SCT-K^b induction specifically licensed Ly49C⁺ NK cells but not Ly49A⁺ NK cells. Doxycycline or PBS was i.p. injected into the indicated mice on days 1 and 3. Splenocytes were stimulated with plate-bound anti-NK1.1 antibody and analyzed for IFN-γ production by CD3⁻/CD19⁻/NKp46⁺ cells. (A) Representative dot plots demonstrating IFN-γ production by Ly49C⁺ or Ly49C⁻ NK cells. Data are representative of three independent experiments. (B and C) Frequency of IFN-γ–producing NK cells in the Ly49C⁺ and Ly49C⁻ populations (B, Left) and Ly49A⁺ and Ly49A⁻ populations (C, Left) and the ratio of IFN-γ–producing Ly49C⁺ NK cells/Ly49C⁻ NK cells (B, Right) and IFN-γ–producing Ly49A⁺ NK cells/Ly49A⁻ NK cells (C, Right). (D) The ratio of IFN-γ–producing Ly49C⁺ NK cells to Ly49C⁻ NK cells on days 1 and 3 of doxycycline treatment.
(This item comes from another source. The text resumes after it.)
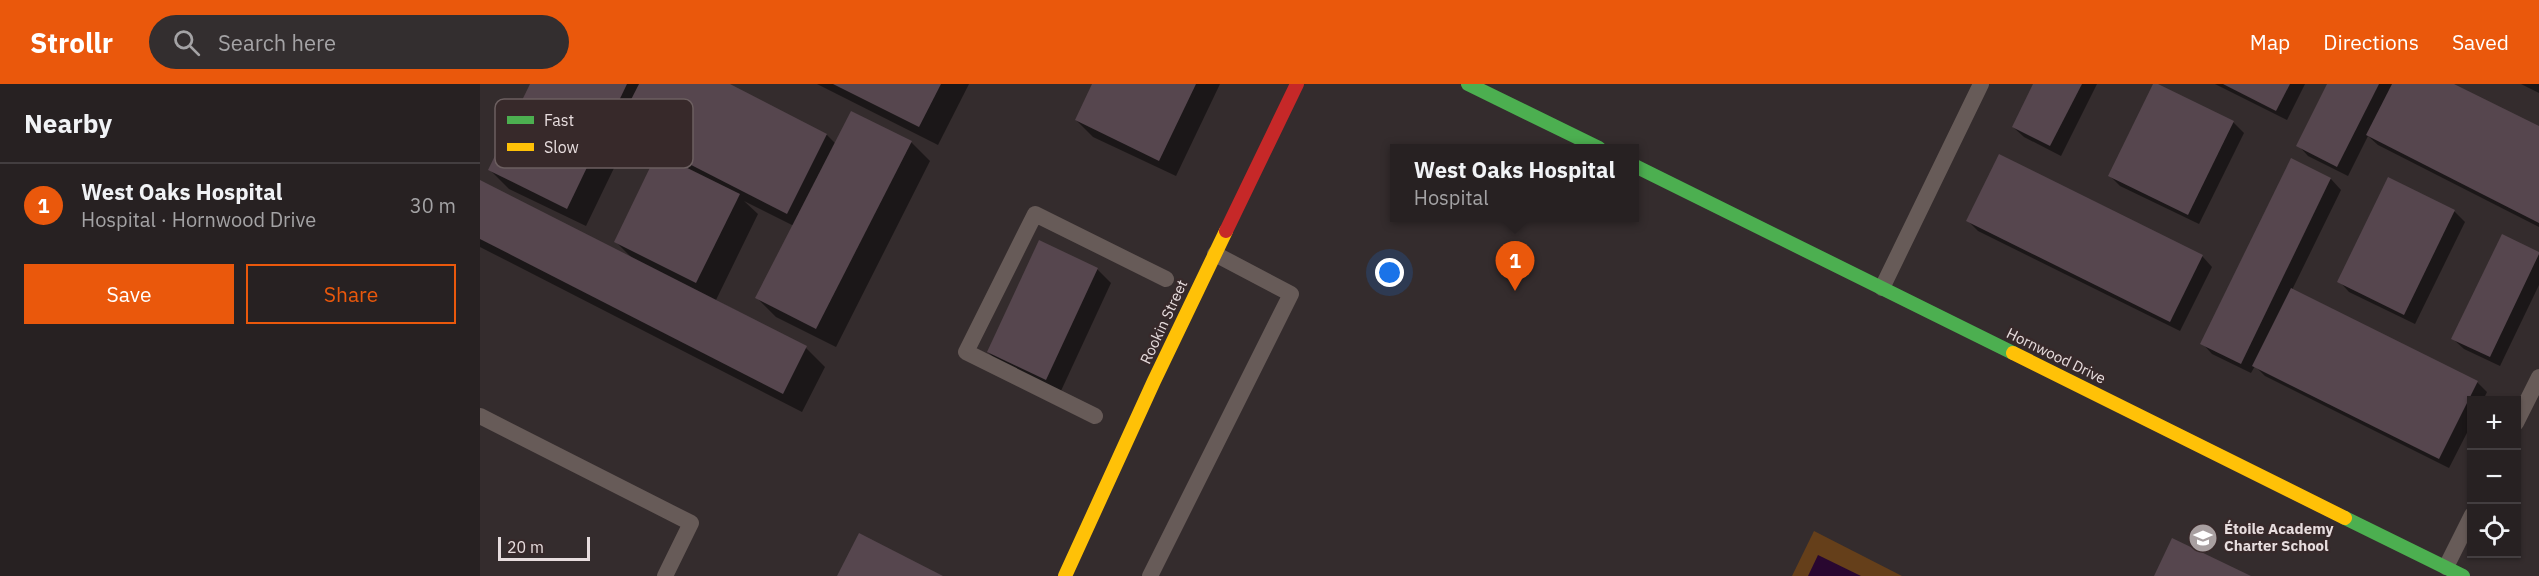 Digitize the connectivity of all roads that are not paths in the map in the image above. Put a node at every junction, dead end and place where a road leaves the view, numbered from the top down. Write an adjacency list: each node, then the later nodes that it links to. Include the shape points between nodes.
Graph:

Dox, doxycycline. Data in B–D are shown as mean ± SEM (n = 3). *P < 0.01 by unpaired Student t test.

Fig. 3.

NK-cell maturation is not enhanced after doxycycline treatment or SCT-K^b induction. The mice were i.p. injected with doxycycline on days 1 and 3. Markers of NK cell maturation were assessed by flow cytometry. (A) Representative dot plots of CD27 and CD11b expression on CD3⁻/CD19⁻/NK1.1⁺ cells. (B) Representative histograms depicting markers of NK-cell maturation. PBS treatment (red line) and doxycycline exposure on day 1 (green line) and day 3 (blue line) are shown. Data are representative of three independent experiments.

Fig. 4.

Cis interaction is dispensable for NK-cell licensing. (A and B) ROSA-rtTA β2m^−/− (non-Tg) NK cells or (TRE-SCT Tg × ROSA-rtTA) β2m^−/− (Tg) NK cells were labeled with CFSE and adoptively transferred into Tg or non-Tg mice. At days 7 and 9 posttransfer, doxycycline was injected i.p.. At day 10, CSFE-labeled (donor) and unlabeled (host) CD3⁻/CD19⁻/NK1.1⁺ cells were assessed for SCT-K^b expression and IFN-γ production by plate-bound anti-NK1.1 stimulation. (A) Histograms depicting expression of SCT-K^b by donor and host NK cells. Data are representative of three independent experiments. (B) Frequency of IFN-γ–producing NK cells in the Ly49C⁺ or Ly49C⁻ population (Left) and the ratio of IFN-γ–producing Ly49C⁺ NK cells/Ly49C⁻ NK cells (Right) for donor and host NK cells, as indicated. Data in B are shown as mean ± SEM (n = 2 samples measured in duplicate). *P < 0.01 by unpaired Student t test.

Fig. 5.

NK cells were licensed through trans interaction with hematopoietic cells. Ly5.1/β2m^−/− (Ly5.1/non-Tg) and Ly5.2/(TRE-SCT Tg × ROSA-rtTA)β2m^−/− (Ly5.2/Tg) BM cells were i.v. injected into irradiated (9.5 Gy) Ly5.2/Tg mice and Ly5.1/non-Tg mice, respectively. At 6 wk after transfer, the mice were treated with doxycycline on days 1 and 3. Then splenocytes were stimulated with plate-bound anti-NK1.1 to analyze the frequency of IFN-γ–producing NK cells among the Ly49C⁺ or Ly49C⁻ population. (A) SCT-K^b expression of donor and host CD3⁻/CD19⁻/NK1.1⁺ cells in the BM chimeras. (B) Frequency of IFN-γ–producing NK cells in the Ly49C⁺ or Ly49C⁻ population (Left) and the ratio of IFN-γ–producing Ly49C⁺ NK cells/Ly49C⁻ NK cells (Right) for donor and host NK cells, as indicated. Data in B are shown as mean ± SEM (n = 2 samples measured in duplicate). *P < 0.01 by unpaired Student t test.